» **Task instructions**
All that is needed is each line of the entries holding the word "Gaspar", copied as it stands.

Top of Records to process

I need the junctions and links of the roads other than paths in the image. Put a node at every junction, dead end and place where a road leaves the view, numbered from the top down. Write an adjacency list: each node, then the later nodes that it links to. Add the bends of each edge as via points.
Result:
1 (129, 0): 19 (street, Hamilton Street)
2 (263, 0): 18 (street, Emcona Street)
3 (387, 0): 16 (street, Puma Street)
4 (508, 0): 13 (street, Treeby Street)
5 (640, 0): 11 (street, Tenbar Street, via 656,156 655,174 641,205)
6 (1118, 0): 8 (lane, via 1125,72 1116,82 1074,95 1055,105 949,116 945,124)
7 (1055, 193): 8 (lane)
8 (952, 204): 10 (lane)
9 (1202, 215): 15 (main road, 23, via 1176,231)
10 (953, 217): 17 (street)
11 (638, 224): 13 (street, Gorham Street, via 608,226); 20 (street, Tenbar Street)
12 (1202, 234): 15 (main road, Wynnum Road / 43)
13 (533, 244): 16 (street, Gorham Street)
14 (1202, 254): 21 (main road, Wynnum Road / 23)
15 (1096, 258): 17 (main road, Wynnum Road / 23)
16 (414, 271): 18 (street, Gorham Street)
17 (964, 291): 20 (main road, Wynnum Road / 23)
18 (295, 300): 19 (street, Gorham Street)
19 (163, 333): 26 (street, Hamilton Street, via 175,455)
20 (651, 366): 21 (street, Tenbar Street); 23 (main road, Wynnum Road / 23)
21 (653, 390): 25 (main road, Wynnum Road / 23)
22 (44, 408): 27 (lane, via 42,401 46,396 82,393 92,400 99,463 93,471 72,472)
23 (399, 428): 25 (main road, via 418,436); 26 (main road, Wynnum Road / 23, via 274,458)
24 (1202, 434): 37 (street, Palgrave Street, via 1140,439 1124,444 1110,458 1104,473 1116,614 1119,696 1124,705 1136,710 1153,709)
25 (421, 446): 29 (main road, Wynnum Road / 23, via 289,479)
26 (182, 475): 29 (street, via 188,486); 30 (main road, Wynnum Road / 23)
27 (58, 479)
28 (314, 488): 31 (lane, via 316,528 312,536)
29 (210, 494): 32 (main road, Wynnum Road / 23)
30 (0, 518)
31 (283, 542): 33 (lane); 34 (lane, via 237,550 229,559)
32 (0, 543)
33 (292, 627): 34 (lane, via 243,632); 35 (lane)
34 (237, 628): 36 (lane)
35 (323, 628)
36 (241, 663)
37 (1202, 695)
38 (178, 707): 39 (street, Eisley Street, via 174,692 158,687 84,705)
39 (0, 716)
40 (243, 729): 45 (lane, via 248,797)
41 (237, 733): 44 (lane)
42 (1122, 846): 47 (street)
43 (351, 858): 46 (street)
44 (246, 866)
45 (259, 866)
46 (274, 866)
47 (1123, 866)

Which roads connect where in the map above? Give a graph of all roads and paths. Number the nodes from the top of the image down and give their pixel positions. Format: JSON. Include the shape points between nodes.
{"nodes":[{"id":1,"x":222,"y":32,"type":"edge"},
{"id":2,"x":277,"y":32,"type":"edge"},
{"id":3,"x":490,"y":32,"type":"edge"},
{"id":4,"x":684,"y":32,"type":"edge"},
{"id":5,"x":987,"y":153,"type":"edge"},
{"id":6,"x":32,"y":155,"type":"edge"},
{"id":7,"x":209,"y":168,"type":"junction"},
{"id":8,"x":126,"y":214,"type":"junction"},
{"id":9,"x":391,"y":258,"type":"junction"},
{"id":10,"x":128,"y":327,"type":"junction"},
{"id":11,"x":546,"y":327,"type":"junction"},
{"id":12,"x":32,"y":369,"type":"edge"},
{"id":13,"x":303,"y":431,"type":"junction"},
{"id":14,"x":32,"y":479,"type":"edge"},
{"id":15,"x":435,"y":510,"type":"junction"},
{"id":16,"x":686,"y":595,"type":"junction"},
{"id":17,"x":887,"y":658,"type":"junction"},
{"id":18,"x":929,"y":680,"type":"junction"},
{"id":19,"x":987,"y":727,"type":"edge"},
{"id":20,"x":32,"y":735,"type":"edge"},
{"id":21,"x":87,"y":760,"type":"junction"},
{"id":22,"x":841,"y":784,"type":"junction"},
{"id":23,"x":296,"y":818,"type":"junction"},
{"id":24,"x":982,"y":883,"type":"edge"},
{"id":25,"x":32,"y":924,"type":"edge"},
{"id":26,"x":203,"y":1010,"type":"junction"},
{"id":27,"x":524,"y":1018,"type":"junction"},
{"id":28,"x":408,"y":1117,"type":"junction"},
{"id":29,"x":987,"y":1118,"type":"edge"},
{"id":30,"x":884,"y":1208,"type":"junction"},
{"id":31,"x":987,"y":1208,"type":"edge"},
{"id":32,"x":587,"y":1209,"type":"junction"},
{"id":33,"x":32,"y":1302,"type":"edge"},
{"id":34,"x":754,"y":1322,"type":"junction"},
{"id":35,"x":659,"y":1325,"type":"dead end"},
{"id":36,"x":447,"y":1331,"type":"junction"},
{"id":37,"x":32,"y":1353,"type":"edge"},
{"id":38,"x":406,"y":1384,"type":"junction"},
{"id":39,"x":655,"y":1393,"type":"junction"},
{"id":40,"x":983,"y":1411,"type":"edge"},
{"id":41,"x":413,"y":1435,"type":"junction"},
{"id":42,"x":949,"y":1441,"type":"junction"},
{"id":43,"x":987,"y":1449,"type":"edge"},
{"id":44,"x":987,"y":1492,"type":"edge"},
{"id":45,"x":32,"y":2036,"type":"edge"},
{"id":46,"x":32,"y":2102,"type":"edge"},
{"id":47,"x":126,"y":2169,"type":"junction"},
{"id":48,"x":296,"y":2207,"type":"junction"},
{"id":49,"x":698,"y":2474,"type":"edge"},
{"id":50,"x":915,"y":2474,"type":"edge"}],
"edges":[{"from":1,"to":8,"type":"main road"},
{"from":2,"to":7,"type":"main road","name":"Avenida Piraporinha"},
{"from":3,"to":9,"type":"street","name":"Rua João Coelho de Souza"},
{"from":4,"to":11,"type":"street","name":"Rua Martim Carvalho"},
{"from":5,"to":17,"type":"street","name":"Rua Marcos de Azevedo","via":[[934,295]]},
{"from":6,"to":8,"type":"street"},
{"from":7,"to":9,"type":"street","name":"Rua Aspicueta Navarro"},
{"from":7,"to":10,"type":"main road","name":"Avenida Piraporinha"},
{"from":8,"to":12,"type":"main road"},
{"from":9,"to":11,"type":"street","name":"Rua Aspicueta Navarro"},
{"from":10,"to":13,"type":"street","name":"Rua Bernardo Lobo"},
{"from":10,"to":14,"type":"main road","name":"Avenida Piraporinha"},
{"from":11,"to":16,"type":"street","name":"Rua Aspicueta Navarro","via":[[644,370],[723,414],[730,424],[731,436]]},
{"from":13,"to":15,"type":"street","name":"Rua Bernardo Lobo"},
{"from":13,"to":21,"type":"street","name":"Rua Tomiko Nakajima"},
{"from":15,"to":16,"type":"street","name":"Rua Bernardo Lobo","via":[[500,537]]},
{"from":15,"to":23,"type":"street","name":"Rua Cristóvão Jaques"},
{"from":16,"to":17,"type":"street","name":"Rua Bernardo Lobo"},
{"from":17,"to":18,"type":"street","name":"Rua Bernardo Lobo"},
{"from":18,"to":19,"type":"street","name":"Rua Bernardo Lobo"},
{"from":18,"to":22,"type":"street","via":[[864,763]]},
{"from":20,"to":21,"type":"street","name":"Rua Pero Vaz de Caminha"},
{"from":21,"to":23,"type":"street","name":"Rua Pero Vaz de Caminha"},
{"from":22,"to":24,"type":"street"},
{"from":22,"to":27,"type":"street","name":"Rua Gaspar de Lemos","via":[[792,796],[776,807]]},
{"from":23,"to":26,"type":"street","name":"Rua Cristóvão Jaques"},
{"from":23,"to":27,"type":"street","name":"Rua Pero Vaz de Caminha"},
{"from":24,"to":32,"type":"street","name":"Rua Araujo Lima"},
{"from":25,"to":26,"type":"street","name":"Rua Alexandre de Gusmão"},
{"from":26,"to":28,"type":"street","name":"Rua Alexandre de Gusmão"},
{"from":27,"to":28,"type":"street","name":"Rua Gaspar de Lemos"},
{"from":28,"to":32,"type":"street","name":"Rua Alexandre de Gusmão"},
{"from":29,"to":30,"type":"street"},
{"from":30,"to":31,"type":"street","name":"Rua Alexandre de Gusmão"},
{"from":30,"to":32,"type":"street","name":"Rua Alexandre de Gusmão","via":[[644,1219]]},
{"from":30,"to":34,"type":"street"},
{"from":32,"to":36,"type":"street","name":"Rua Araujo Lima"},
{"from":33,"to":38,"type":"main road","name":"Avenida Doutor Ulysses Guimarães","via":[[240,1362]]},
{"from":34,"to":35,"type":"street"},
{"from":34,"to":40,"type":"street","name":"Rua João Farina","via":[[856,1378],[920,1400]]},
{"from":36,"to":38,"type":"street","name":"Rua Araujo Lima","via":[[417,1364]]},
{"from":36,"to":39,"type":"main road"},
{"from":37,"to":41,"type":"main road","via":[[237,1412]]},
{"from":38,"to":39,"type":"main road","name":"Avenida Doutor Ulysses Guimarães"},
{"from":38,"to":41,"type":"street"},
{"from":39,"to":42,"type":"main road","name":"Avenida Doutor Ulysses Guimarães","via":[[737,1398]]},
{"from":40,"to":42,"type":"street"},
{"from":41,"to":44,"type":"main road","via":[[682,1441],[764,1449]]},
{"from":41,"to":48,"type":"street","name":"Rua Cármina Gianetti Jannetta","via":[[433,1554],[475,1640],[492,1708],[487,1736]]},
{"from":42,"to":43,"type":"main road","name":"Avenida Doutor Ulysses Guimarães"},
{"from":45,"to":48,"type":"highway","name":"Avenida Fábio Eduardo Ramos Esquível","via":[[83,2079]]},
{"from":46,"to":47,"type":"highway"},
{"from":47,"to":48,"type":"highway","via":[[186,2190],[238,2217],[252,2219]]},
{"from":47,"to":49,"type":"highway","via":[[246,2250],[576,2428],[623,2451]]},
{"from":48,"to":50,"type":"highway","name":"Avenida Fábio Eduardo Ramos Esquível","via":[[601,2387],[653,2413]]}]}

Bottom of Records to process

» **Answer section**
{"from":22,"to":27,"type":"street","name":"Rua Gaspar de Lemos","via":[[792,796],[776,807]]},
{"from":27,"to":28,"type":"street","name":"Rua Gaspar de Lemos"},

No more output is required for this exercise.